*** Block opens ***
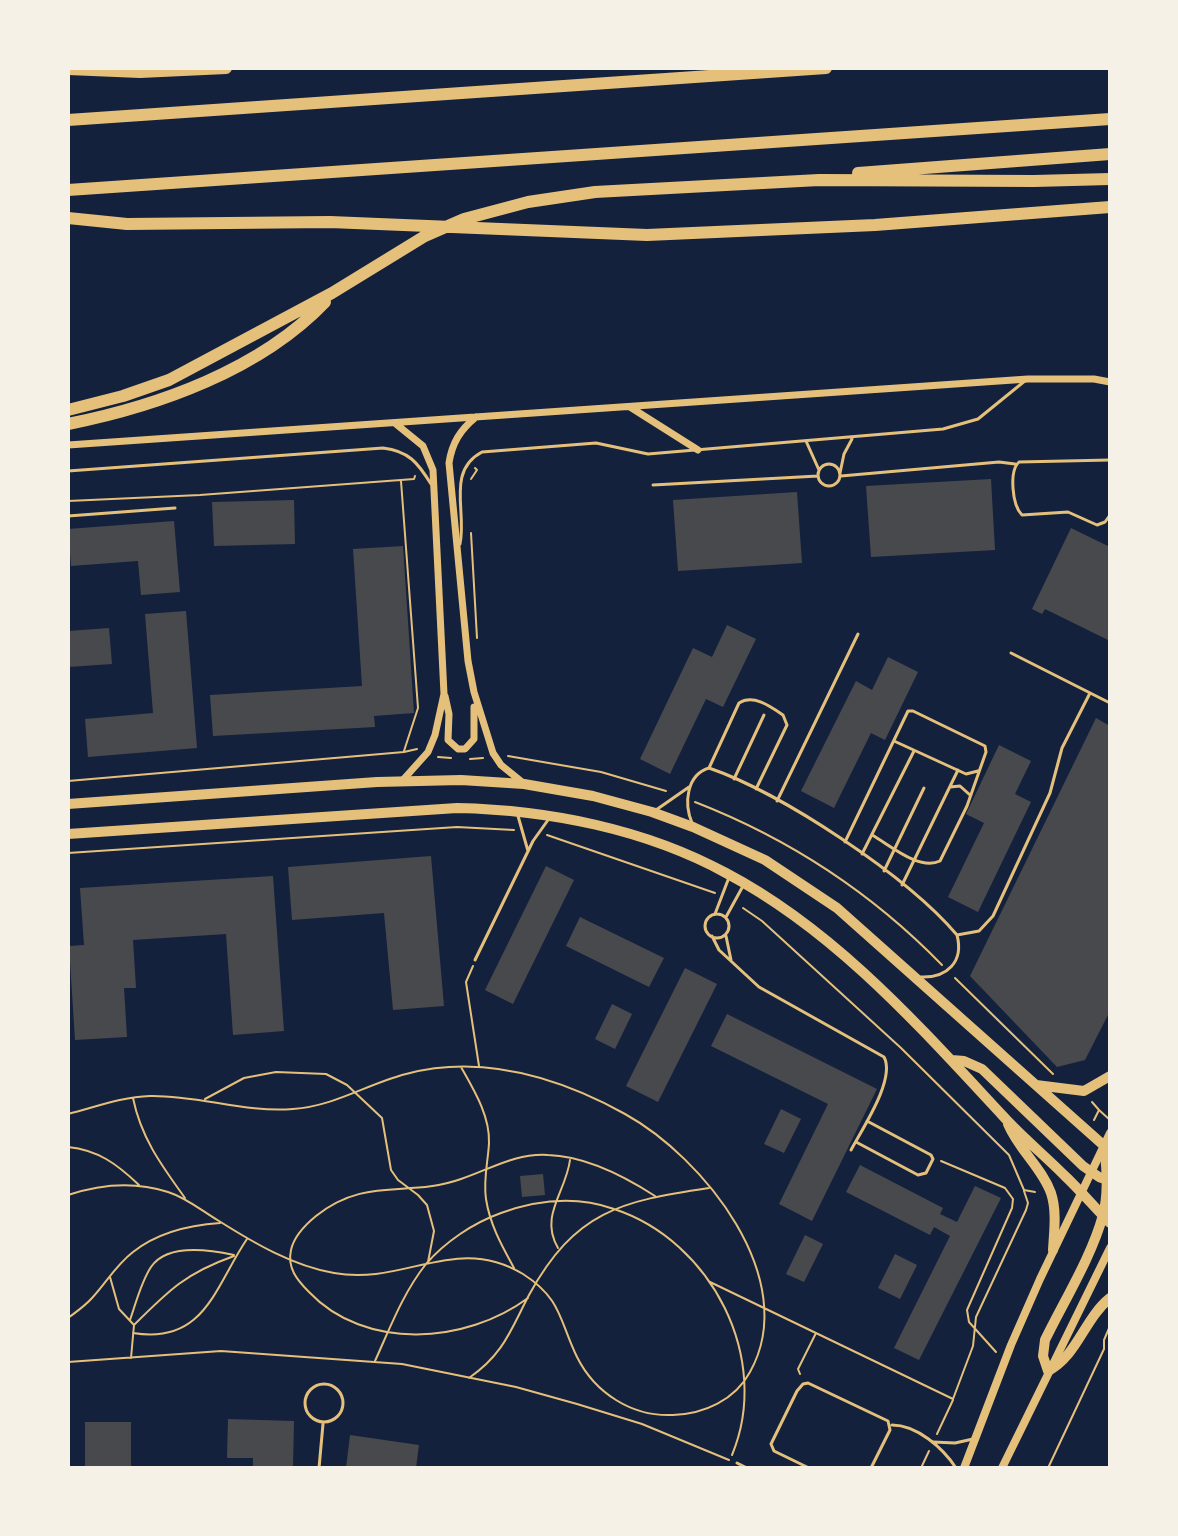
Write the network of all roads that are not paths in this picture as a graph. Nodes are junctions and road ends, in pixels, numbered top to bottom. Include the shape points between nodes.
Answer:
1 (226, 68) edge
2 (826, 68) edge
3 (68, 69) edge
4 (1110, 119) edge
5 (68, 120) edge
6 (1110, 154) edge
7 (1110, 179) edge
8 (836, 180) junction
9 (68, 190) edge
10 (1110, 207) edge
11 (68, 218) edge
12 (332, 293) junction
13 (1028, 379) junction
14 (1110, 382) edge
15 (628, 406) junction
16 (68, 410) edge
17 (477, 416) junction
18 (394, 423) junction
19 (68, 424) edge
20 (853, 438) junction
21 (805, 441) junction
22 (68, 445) edge
23 (698, 450) junction
24 (1110, 460) edge
25 (1015, 464) junction
26 (68, 471) edge
27 (818, 473) junction
28 (841, 474) junction
29 (653, 485) dead end
30 (435, 496) junction
31 (175, 508) dead end
32 (1110, 515) edge
33 (68, 516) edge
34 (457, 552) junction
35 (858, 634) dead end
36 (1011, 653) dead end
37 (474, 692) junction
38 (1090, 693) junction
39 (444, 694) junction
40 (1110, 703) edge
41 (764, 715) dead end
42 (894, 741) junction
43 (914, 751) junction
44 (709, 768) junction
45 (958, 770) junction
46 (979, 770) junction
47 (734, 779) junction
48 (402, 781) junction
49 (524, 784) junction
50 (689, 787) junction
51 (950, 787) junction
52 (924, 788) dead end
53 (756, 789) junction
54 (970, 795) junction
55 (777, 801) junction
56 (68, 804) edge
57 (515, 811) junction
58 (652, 812) junction
59 (550, 816) junction
60 (693, 827) junction
61 (68, 834) edge
62 (872, 835) junction
63 (845, 842) junction
64 (895, 848) junction
65 (528, 851) junction
66 (862, 854) junction
67 (916, 860) junction
68 (884, 871) junction
69 (726, 873) junction
70 (744, 884) junction
71 (902, 885) junction
72 (715, 914) junction
73 (726, 917) junction
74 (726, 934) junction
75 (957, 935) junction
76 (712, 936) junction
77 (475, 960) road end
78 (731, 960) junction
79 (917, 977) junction
80 (952, 1060) junction
81 (1110, 1076) edge
82 (1036, 1085) junction
83 (1005, 1119) junction
84 (866, 1121) junction
85 (1110, 1133) edge
86 (856, 1142) junction
87 (1107, 1149) edge
88 (851, 1150) dead end
89 (1091, 1173) junction
90 (1108, 1181) edge
91 (1082, 1193) junction
92 (1108, 1195) edge
93 (1106, 1219) edge
94 (1110, 1248) edge
95 (1053, 1250) junction
96 (1110, 1298) edge
97 (1048, 1371) junction
98 (323, 1422) junction
99 (891, 1425) junction
100 (977, 1437) junction
101 (933, 1442) junction
102 (737, 1463) road end
103 (319, 1468) edge
104 (747, 1468) edge
105 (809, 1468) edge
106 (871, 1468) edge
107 (956, 1468) edge
108 (964, 1468) edge
109 (1002, 1468) edge

1 - 3 highway
2 - 5 highway
4 - 9 highway
6 - 8 highway via 863,173
7 - 8 highway
8 - 12 highway via 562,196 464,219 425,236
10 - 11 highway via 647,235
12 - 16 highway via 169,380
12 - 19 highway via 300,324 215,378 156,402
13 - 14 street
13 - 15 street
13 - 20 lane via 967,424
15 - 17 street
15 - 23 street
17 - 18 street
17 - 34 street via 460,432 450,454
18 - 22 street
18 - 30 street via 429,457
20 - 21 lane
20 - 28 lane
21 - 23 lane
21 - 27 lane
23 - 34 lane via 639,453 596,443 482,452 461,475
24 - 25 lane
25 - 28 lane
25 - 32 lane via 1016,507 1022,515 1068,512 1097,525
26 - 30 lane via 383,448 399,450 419,464
27 - 28 lane via 828,464
27 - 28 lane via 829,487
27 - 29 lane
30 - 39 street
31 - 33 lane
34 - 37 street
35 - 55 lane
36 - 38 lane
37 - 39 street via 474,739 465,749 448,740
37 - 49 street via 493,753
38 - 40 lane
38 - 75 lane via 993,916 979,931
39 - 48 street via 428,752
41 - 47 lane
42 - 43 lane
42 - 46 lane via 906,713 913,711 982,743 986,752
42 - 63 lane
43 - 45 lane
43 - 62 lane
44 - 47 lane
44 - 50 lane via 700,771
44 - 53 lane via 739,703 755,700 783,715 787,725
45 - 46 lane
45 - 51 lane
46 - 54 lane
47 - 53 lane
48 - 49 main road
48 - 56 main road
49 - 58 main road
50 - 58 lane
50 - 60 lane
51 - 54 lane via 960,786
51 - 67 lane
52 - 64 lane
53 - 55 lane
54 - 67 lane via 943,857 930,865
55 - 63 lane
57 - 59 main road
57 - 61 main road via 437,808
57 - 65 lane
58 - 60 main road
59 - 65 lane
59 - 69 main road via 641,838
60 - 79 main road via 799,881
62 - 64 lane
62 - 66 lane
63 - 66 lane
64 - 67 lane
64 - 68 lane
65 - 77 lane
66 - 68 lane
67 - 71 lane
68 - 71 lane
69 - 70 main road
69 - 72 lane via 729,879
70 - 73 lane
70 - 80 main road via 818,935
71 - 75 lane
72 - 73 lane
72 - 76 lane via 706,922
73 - 74 lane
74 - 76 lane
74 - 78 lane
75 - 79 lane via 959,955 948,971
76 - 78 lane
78 - 84 lane via 759,987 884,1057 887,1078
79 - 82 main road
80 - 83 main road
80 - 89 main road via 982,1069
81 - 82 main road via 1084,1091
82 - 87 main road
83 - 91 main road
83 - 95 main road via 1051,1193
84 - 86 lane
84 - 86 lane via 932,1157 926,1173 920,1176
85 - 87 street
86 - 88 lane
87 - 89 street
87 - 90 main road
89 - 90 main road
89 - 91 street
90 - 92 main road
91 - 92 main road
91 - 93 main road
91 - 95 street
92 - 93 main road
93 - 97 main road via 1045,1340
94 - 97 street
95 - 100 street
96 - 97 main road via 1091,1317 1069,1354
97 - 109 street
98 - 98 lane via 339,1414 343,1403 333,1387 321,1385 310,1390 305,1401 312,1418
98 - 103 lane
99 - 101 lane
99 - 105 lane via 813,1384 803,1384 771,1444 774,1451
99 - 106 lane
100 - 101 lane
100 - 108 street
101 - 107 lane
102 - 104 lane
*** Block closes ***
Try it — Please print each entry exactly as it stands, without the pictures.

Task result —
Write the network of all roads that are not paths in this picture as a graph. Nodes are junctions and road ends, in pixels, numbered top to bottom. Include the shape points between nodes.
Answer:
1 (226, 68) edge
2 (826, 68) edge
3 (68, 69) edge
4 (1110, 119) edge
5 (68, 120) edge
6 (1110, 154) edge
7 (1110, 179) edge
8 (836, 180) junction
9 (68, 190) edge
10 (1110, 207) edge
11 (68, 218) edge
12 (332, 293) junction
13 (1028, 379) junction
14 (1110, 382) edge
15 (628, 406) junction
16 (68, 410) edge
17 (477, 416) junction
18 (394, 423) junction
19 (68, 424) edge
20 (853, 438) junction
21 (805, 441) junction
22 (68, 445) edge
23 (698, 450) junction
24 (1110, 460) edge
25 (1015, 464) junction
26 (68, 471) edge
27 (818, 473) junction
28 (841, 474) junction
29 (653, 485) dead end
30 (435, 496) junction
31 (175, 508) dead end
32 (1110, 515) edge
33 (68, 516) edge
34 (457, 552) junction
35 (858, 634) dead end
36 (1011, 653) dead end
37 (474, 692) junction
38 (1090, 693) junction
39 (444, 694) junction
40 (1110, 703) edge
41 (764, 715) dead end
42 (894, 741) junction
43 (914, 751) junction
44 (709, 768) junction
45 (958, 770) junction
46 (979, 770) junction
47 (734, 779) junction
48 (402, 781) junction
49 (524, 784) junction
50 (689, 787) junction
51 (950, 787) junction
52 (924, 788) dead end
53 (756, 789) junction
54 (970, 795) junction
55 (777, 801) junction
56 (68, 804) edge
57 (515, 811) junction
58 (652, 812) junction
59 (550, 816) junction
60 (693, 827) junction
61 (68, 834) edge
62 (872, 835) junction
63 (845, 842) junction
64 (895, 848) junction
65 (528, 851) junction
66 (862, 854) junction
67 (916, 860) junction
68 (884, 871) junction
69 (726, 873) junction
70 (744, 884) junction
71 (902, 885) junction
72 (715, 914) junction
73 (726, 917) junction
74 (726, 934) junction
75 (957, 935) junction
76 (712, 936) junction
77 (475, 960) road end
78 (731, 960) junction
79 (917, 977) junction
80 (952, 1060) junction
81 (1110, 1076) edge
82 (1036, 1085) junction
83 (1005, 1119) junction
84 (866, 1121) junction
85 (1110, 1133) edge
86 (856, 1142) junction
87 (1107, 1149) edge
88 (851, 1150) dead end
89 (1091, 1173) junction
90 (1108, 1181) edge
91 (1082, 1193) junction
92 (1108, 1195) edge
93 (1106, 1219) edge
94 (1110, 1248) edge
95 (1053, 1250) junction
96 (1110, 1298) edge
97 (1048, 1371) junction
98 (323, 1422) junction
99 (891, 1425) junction
100 (977, 1437) junction
101 (933, 1442) junction
102 (737, 1463) road end
103 (319, 1468) edge
104 (747, 1468) edge
105 (809, 1468) edge
106 (871, 1468) edge
107 (956, 1468) edge
108 (964, 1468) edge
109 (1002, 1468) edge

1 - 3 highway
2 - 5 highway
4 - 9 highway
6 - 8 highway via 863,173
7 - 8 highway
8 - 12 highway via 562,196 464,219 425,236
10 - 11 highway via 647,235
12 - 16 highway via 169,380
12 - 19 highway via 300,324 215,378 156,402
13 - 14 street
13 - 15 street
13 - 20 lane via 967,424
15 - 17 street
15 - 23 street
17 - 18 street
17 - 34 street via 460,432 450,454
18 - 22 street
18 - 30 street via 429,457
20 - 21 lane
20 - 28 lane
21 - 23 lane
21 - 27 lane
23 - 34 lane via 639,453 596,443 482,452 461,475
24 - 25 lane
25 - 28 lane
25 - 32 lane via 1016,507 1022,515 1068,512 1097,525
26 - 30 lane via 383,448 399,450 419,464
27 - 28 lane via 828,464
27 - 28 lane via 829,487
27 - 29 lane
30 - 39 street
31 - 33 lane
34 - 37 street
35 - 55 lane
36 - 38 lane
37 - 39 street via 474,739 465,749 448,740
37 - 49 street via 493,753
38 - 40 lane
38 - 75 lane via 993,916 979,931
39 - 48 street via 428,752
41 - 47 lane
42 - 43 lane
42 - 46 lane via 906,713 913,711 982,743 986,752
42 - 63 lane
43 - 45 lane
43 - 62 lane
44 - 47 lane
44 - 50 lane via 700,771
44 - 53 lane via 739,703 755,700 783,715 787,725
45 - 46 lane
45 - 51 lane
46 - 54 lane
47 - 53 lane
48 - 49 main road
48 - 56 main road
49 - 58 main road
50 - 58 lane
50 - 60 lane
51 - 54 lane via 960,786
51 - 67 lane
52 - 64 lane
53 - 55 lane
54 - 67 lane via 943,857 930,865
55 - 63 lane
57 - 59 main road
57 - 61 main road via 437,808
57 - 65 lane
58 - 60 main road
59 - 65 lane
59 - 69 main road via 641,838
60 - 79 main road via 799,881
62 - 64 lane
62 - 66 lane
63 - 66 lane
64 - 67 lane
64 - 68 lane
65 - 77 lane
66 - 68 lane
67 - 71 lane
68 - 71 lane
69 - 70 main road
69 - 72 lane via 729,879
70 - 73 lane
70 - 80 main road via 818,935
71 - 75 lane
72 - 73 lane
72 - 76 lane via 706,922
73 - 74 lane
74 - 76 lane
74 - 78 lane
75 - 79 lane via 959,955 948,971
76 - 78 lane
78 - 84 lane via 759,987 884,1057 887,1078
79 - 82 main road
80 - 83 main road
80 - 89 main road via 982,1069
81 - 82 main road via 1084,1091
82 - 87 main road
83 - 91 main road
83 - 95 main road via 1051,1193
84 - 86 lane
84 - 86 lane via 932,1157 926,1173 920,1176
85 - 87 street
86 - 88 lane
87 - 89 street
87 - 90 main road
89 - 90 main road
89 - 91 street
90 - 92 main road
91 - 92 main road
91 - 93 main road
91 - 95 street
92 - 93 main road
93 - 97 main road via 1045,1340
94 - 97 street
95 - 100 street
96 - 97 main road via 1091,1317 1069,1354
97 - 109 street
98 - 98 lane via 339,1414 343,1403 333,1387 321,1385 310,1390 305,1401 312,1418
98 - 103 lane
99 - 101 lane
99 - 105 lane via 813,1384 803,1384 771,1444 774,1451
99 - 106 lane
100 - 101 lane
100 - 108 street
101 - 107 lane
102 - 104 lane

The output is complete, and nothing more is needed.